Data extracted from a collection:
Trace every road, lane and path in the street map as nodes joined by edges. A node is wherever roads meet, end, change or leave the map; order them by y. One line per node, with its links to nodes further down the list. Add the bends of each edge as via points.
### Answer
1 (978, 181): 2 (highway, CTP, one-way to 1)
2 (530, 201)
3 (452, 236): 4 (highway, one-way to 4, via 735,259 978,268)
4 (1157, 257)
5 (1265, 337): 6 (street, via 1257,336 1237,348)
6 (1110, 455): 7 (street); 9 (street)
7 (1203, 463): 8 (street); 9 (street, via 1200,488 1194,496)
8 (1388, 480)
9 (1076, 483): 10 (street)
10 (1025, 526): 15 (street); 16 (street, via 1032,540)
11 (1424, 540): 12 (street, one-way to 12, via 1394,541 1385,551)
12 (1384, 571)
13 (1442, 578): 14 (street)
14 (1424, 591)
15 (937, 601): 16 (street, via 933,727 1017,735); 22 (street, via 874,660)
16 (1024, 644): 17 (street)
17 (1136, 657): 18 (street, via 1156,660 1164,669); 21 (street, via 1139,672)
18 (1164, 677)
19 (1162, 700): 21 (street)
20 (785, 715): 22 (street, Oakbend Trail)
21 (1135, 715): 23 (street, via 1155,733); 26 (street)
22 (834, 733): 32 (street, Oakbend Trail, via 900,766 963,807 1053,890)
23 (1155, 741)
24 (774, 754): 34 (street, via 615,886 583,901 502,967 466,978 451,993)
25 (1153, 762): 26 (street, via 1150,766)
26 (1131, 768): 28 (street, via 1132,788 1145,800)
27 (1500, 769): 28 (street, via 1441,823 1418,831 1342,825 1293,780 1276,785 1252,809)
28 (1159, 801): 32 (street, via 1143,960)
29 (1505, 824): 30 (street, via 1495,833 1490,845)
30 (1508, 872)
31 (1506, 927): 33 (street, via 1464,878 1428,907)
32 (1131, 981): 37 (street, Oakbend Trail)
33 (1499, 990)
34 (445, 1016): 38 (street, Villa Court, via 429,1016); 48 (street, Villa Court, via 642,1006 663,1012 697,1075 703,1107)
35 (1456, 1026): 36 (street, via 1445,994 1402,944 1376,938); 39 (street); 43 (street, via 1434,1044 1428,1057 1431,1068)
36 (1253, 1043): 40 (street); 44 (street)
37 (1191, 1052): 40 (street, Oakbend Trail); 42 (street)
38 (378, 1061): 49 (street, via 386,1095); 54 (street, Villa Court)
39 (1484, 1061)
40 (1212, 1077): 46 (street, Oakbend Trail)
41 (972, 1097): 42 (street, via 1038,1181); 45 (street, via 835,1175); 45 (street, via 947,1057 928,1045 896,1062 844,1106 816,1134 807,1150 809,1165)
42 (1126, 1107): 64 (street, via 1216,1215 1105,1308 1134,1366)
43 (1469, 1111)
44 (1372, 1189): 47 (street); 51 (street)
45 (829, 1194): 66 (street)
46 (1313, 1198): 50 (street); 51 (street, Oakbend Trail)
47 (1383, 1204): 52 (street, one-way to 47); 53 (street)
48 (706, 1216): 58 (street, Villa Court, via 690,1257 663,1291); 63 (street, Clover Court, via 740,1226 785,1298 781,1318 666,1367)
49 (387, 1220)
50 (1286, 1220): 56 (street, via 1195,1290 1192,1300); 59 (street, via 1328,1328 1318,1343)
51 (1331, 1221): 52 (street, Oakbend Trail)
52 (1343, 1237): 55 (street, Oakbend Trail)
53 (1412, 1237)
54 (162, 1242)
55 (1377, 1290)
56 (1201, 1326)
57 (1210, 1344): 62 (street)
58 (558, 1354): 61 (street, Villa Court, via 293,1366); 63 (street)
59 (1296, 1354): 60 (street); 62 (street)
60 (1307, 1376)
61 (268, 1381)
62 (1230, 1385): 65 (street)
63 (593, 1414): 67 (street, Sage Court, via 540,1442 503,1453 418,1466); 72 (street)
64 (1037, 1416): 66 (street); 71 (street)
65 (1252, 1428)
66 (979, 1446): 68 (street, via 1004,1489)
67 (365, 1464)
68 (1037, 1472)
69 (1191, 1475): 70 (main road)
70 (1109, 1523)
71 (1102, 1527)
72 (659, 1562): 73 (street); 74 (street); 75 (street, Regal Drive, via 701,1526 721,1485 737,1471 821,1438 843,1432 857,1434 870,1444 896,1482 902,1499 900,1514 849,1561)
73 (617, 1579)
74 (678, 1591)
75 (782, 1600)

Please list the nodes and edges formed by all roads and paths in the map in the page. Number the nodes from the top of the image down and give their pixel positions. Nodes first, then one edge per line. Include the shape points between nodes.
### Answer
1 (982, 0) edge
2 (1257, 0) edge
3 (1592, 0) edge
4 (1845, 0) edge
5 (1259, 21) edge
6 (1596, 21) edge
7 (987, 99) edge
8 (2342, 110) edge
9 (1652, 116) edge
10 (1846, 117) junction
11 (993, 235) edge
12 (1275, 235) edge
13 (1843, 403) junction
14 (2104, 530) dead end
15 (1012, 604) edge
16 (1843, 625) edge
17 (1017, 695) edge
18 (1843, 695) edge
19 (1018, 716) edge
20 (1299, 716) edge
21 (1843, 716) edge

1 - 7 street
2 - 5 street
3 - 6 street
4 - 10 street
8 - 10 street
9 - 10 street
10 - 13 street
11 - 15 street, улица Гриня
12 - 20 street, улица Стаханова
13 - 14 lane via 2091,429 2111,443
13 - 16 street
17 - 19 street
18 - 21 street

What you will do: Search the records for the string "улица" and return every line in which it occurs.

Expected answer:
11 - 15 street, улица Гриня
12 - 20 street, улица Стаханова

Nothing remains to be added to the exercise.